As to App D, and the problem presented, it does seem that combining two limit states where there is really no intersection of the sets of failures is poor engineering. You would probably want to combine two different concrete failure modes, but not the concrete breakout and the steel anchor tension failure. Where the modes do combine, such as under lateral shear where the anchor will deform and the concrete crush locally or breakout, the risk might be combined if they do depend on each other.

 

[ishvaaag]

Well, I think TXStructural has almost explained the thing as I see it. Anyway, I of course agree with engineering judgement (i.e., own understanding of science of construction) being a good thing when one thinks anyone other, code or not, in error. Yet as TXStructural says, the codes have been distilled to forfeit such worries for most cases in such way that you can produce a safe design, and deriving from the codes may end in causing more trouble than benefit; this, of course, needs be (and is) tempered by the (hopefully sage) practice of the structural design art, for, for what I know, I don't see out there any building or structure where such act of structural belief as complete compliance with the codes is extant; nor I see any present code "perfect".
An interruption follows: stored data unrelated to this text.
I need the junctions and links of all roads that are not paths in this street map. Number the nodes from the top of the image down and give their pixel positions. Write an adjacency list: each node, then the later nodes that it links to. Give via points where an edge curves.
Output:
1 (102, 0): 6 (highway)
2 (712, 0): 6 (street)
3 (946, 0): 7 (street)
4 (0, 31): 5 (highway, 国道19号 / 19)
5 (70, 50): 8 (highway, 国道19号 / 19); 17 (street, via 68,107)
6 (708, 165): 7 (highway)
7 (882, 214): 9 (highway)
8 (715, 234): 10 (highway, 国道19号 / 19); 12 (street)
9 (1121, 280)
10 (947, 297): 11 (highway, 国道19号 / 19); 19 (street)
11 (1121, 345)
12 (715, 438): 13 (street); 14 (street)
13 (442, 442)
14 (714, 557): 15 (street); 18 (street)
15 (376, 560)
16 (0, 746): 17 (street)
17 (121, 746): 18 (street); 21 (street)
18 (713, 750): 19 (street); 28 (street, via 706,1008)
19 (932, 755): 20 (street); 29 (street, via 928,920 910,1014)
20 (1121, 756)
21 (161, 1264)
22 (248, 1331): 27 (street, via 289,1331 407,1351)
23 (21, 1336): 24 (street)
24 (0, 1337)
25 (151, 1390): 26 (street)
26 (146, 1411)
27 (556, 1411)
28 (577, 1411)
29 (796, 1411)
There have been cases where the divergent interpretation of the structural designer or investigator has shown to be more correct than what stated in codes (Northridge connections is a commonly referred case) and as long as structural designers are held personally responsible of both following the code and keeping public safety, I have no doubt that a responsible engineer must pursue first safety, and then code, or what the interpreting official says.

So, well, I was mainly pointing that the formula even if conceptually aberrant by mixing pears and apples, through statistical experience and the actual interaction as commented by TXStructural must be adequate or otherwise we shouldn't find it in the code.
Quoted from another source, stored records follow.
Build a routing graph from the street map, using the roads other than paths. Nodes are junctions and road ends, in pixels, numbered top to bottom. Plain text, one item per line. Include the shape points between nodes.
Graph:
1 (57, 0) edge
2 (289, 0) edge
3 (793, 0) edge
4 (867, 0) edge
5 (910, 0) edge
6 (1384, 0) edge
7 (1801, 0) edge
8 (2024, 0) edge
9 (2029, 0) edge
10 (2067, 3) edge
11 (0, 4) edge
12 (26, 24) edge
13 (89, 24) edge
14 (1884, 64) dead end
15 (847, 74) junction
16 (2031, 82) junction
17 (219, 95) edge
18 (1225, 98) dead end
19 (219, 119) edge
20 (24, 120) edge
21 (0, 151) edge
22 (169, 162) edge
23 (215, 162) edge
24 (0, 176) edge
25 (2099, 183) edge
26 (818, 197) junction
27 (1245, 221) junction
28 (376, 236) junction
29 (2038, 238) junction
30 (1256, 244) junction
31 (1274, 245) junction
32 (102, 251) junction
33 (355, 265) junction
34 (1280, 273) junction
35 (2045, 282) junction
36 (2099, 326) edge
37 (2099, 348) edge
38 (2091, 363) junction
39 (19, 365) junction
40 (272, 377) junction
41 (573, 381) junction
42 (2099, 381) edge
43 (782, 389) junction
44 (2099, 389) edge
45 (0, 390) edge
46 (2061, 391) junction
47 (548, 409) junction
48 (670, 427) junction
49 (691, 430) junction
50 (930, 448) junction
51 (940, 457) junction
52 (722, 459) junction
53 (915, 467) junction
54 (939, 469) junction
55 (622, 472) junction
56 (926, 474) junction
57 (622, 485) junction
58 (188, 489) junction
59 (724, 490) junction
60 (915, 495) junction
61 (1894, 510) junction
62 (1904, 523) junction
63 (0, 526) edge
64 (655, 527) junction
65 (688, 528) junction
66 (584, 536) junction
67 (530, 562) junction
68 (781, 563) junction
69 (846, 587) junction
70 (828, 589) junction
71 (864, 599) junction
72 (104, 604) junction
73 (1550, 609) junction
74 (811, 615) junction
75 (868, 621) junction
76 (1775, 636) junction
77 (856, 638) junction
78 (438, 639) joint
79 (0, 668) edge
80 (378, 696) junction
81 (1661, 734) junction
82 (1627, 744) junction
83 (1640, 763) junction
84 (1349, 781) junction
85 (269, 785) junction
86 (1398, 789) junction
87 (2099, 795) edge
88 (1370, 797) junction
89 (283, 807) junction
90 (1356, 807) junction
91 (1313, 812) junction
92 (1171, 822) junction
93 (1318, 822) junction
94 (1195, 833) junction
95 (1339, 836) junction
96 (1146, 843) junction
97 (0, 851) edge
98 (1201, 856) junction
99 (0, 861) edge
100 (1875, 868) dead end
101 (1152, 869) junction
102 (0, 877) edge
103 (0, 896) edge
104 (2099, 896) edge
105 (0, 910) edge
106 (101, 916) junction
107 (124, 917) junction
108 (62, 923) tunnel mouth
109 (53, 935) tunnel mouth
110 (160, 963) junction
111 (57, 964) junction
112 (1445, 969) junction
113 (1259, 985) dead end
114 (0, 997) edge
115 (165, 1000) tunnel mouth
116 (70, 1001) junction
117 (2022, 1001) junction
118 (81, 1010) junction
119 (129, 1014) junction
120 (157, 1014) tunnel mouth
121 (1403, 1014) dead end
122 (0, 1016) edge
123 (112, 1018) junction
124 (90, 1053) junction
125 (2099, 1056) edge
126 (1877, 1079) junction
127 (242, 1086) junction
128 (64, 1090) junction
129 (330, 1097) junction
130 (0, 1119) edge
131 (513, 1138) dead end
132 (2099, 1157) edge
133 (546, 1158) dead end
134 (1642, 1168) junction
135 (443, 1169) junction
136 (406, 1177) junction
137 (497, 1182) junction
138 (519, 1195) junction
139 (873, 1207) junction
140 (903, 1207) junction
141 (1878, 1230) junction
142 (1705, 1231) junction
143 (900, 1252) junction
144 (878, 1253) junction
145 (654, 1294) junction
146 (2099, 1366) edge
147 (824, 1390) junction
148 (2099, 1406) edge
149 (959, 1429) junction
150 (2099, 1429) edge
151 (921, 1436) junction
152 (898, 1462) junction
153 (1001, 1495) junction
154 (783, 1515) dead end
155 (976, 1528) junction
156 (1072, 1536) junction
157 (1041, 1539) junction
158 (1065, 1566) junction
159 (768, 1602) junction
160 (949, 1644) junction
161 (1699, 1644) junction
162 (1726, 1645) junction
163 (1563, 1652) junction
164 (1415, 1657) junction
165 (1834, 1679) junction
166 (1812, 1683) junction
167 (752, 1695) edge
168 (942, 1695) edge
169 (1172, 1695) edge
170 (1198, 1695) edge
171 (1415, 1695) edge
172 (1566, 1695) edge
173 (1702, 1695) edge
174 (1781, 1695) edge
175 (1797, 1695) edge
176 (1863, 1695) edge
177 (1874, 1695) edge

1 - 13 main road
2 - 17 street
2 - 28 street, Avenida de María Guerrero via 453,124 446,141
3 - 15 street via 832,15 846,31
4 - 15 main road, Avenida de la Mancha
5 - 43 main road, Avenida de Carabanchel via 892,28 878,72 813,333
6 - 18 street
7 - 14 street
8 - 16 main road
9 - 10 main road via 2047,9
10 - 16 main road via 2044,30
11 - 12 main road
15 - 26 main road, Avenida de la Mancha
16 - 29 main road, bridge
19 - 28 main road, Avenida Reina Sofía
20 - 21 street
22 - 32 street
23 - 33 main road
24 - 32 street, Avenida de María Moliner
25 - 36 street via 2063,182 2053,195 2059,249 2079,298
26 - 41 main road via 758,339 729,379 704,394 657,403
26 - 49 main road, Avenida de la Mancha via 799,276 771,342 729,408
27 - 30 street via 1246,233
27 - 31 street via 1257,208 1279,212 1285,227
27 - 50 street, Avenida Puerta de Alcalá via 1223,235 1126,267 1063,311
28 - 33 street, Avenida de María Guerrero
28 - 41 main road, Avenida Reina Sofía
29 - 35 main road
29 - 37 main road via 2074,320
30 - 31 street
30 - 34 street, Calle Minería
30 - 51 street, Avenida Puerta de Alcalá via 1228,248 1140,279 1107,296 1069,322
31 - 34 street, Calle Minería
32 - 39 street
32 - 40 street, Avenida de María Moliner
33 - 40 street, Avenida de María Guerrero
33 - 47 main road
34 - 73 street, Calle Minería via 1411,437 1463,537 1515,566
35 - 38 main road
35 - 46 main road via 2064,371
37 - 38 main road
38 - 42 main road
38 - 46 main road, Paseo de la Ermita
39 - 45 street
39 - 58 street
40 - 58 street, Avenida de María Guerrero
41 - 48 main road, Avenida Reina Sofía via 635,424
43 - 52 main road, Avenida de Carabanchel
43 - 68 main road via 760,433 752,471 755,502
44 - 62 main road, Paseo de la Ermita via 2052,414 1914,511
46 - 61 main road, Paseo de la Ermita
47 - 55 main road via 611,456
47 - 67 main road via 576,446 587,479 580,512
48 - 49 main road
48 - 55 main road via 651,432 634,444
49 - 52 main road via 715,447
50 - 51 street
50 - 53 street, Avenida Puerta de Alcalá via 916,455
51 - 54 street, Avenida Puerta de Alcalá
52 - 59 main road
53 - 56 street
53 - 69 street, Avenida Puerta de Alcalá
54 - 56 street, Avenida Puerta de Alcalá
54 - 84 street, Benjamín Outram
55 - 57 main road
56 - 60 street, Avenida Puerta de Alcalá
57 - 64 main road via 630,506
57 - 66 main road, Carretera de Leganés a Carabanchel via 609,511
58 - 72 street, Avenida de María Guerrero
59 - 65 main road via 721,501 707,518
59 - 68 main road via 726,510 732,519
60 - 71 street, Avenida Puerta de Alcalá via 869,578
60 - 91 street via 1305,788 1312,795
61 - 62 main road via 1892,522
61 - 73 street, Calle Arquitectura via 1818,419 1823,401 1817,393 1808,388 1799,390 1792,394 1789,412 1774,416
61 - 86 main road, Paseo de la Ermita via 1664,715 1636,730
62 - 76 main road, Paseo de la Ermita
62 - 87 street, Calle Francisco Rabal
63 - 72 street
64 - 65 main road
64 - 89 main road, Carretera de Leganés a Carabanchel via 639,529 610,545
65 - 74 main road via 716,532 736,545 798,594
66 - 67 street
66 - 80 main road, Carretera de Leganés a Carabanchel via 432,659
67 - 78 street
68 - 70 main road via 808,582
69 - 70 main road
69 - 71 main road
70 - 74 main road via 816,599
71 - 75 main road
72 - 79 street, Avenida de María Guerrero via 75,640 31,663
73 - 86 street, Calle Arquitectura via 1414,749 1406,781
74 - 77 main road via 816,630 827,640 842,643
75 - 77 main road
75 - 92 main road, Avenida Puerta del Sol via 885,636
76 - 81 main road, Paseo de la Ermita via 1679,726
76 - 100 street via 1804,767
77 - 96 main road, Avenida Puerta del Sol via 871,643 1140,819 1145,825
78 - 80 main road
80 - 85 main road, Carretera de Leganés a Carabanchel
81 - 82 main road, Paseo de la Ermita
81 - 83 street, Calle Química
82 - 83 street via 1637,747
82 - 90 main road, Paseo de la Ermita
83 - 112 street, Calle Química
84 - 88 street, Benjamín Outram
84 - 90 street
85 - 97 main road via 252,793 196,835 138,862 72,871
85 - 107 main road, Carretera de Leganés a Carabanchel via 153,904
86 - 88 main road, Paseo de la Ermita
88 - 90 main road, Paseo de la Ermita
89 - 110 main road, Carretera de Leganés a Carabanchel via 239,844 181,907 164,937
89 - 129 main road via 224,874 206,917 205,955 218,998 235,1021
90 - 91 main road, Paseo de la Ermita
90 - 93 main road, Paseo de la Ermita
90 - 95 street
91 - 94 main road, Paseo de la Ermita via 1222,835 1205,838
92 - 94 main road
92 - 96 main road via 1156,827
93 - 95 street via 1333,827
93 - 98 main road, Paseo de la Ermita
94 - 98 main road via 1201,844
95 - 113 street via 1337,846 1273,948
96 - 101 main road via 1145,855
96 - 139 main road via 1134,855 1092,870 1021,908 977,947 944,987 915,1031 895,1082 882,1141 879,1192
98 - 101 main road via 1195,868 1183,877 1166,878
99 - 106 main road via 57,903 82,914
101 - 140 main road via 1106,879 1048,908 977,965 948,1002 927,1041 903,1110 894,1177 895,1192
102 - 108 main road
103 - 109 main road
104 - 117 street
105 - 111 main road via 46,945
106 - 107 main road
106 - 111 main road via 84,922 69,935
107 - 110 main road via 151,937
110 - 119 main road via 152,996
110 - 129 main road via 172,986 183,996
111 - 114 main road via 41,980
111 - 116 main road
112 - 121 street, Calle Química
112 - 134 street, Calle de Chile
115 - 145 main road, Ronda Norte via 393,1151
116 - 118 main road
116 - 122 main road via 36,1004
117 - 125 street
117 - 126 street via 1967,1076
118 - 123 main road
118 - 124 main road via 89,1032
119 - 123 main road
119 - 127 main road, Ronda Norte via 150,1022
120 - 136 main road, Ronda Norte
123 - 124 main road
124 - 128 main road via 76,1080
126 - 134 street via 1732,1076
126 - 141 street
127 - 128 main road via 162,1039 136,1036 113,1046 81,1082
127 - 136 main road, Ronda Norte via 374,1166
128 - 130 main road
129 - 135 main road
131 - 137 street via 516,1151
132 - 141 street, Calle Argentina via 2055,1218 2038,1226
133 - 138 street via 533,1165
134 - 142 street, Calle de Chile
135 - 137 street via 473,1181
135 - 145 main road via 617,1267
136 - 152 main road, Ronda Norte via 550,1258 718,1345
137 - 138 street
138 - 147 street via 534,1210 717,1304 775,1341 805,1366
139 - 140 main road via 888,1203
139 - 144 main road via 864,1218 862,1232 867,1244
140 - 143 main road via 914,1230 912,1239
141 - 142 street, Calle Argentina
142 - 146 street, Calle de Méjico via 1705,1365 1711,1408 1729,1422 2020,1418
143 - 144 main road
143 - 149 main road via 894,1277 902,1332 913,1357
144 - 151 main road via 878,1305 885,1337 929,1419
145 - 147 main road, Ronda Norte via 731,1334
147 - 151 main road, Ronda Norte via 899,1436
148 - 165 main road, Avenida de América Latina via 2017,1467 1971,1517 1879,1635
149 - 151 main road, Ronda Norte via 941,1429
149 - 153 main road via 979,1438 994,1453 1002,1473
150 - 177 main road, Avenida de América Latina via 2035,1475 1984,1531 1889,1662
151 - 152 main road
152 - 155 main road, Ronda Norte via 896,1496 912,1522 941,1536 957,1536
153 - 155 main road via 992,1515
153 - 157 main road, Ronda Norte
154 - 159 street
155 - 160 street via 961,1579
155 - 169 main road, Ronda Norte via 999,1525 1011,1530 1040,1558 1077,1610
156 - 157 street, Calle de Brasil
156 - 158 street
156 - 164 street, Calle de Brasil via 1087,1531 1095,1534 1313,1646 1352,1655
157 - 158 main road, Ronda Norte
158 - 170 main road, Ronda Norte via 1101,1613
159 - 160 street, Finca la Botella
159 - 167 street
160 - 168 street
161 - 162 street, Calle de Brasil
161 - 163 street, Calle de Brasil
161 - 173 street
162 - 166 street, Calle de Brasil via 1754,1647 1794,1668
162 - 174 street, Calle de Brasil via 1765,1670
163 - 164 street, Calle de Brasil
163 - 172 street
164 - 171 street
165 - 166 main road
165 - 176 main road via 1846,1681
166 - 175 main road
But as you see, I think even necessary that responsible structural designers retain their ability to diverge from the code and its standing interpretation by officials. Other than that, the statutory laws should make engineers only responsible of faithfully following the code.

This certainly is not the view of the legislative body where I practice (Spain) where traditionally when justified the designer can diverge from the code precises, something that the current and more modern code CTE also agrees upon by it being a performance code, this meaning, more or less, that as long you meet the performance targets in the code (as long everything goes well) you can diverge from the statements in the code, something entirely neccesary because simply some subjects are not even covered. I have found in my last structural design one of such cases, a masonry plus wood structure that not having a structural diaphragm -not my decision- is expressly excluded from the masonry specs. So you will resource to engineering judgement and science of construction every time things stay undefined ... and maybe even when they are defined.

 

[JAX91]

I agree with you. Checking the interaction ratio between two different materials is conservative, but it is what the code says we need to do. A significant portion of Appendix D is based on testing. That is why they exclude anchors with an embedment depth greater than 25" because they did not test anything above a 25" embedment. Using the interaction between the steel anchor and the concrete may also be based on their testing.
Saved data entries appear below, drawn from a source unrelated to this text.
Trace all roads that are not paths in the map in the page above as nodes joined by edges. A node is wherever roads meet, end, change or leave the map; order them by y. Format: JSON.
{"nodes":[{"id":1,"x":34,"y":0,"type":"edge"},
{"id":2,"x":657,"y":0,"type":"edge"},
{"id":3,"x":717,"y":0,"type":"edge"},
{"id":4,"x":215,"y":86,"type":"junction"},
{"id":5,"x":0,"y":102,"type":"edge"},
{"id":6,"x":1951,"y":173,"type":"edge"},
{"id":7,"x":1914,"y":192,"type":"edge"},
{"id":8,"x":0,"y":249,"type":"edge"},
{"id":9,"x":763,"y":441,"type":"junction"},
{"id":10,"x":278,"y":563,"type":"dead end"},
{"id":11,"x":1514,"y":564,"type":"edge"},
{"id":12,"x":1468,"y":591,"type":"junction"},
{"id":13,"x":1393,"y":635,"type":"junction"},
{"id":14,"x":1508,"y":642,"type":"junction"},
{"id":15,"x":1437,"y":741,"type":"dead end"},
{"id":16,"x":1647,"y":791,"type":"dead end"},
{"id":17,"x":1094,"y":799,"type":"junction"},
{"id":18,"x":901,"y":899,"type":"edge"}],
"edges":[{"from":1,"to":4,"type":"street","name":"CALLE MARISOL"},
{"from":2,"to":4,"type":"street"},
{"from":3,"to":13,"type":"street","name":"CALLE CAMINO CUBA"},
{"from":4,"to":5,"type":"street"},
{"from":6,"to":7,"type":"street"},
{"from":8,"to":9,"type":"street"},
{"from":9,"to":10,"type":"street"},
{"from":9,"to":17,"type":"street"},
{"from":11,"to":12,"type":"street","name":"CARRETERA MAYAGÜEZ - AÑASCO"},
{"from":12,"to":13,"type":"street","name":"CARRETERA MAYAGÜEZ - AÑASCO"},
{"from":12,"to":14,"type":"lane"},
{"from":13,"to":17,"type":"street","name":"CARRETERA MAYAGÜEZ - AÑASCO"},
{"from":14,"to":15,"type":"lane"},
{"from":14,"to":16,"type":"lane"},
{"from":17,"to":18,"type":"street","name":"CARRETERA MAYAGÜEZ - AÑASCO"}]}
On a side note from your question, Hilti's website provides ESR reports for the design of anchors according to Appendix D. Only certain Hilti anchors have been approved for strength design. All of the ESR reports I have show the interaction ratio as V/Vu+N/Nu<1.2. You may want to make sure you are using the proper numbers from Hilti and that the type of anchor you are using has been approved for the strength design of Appendix D.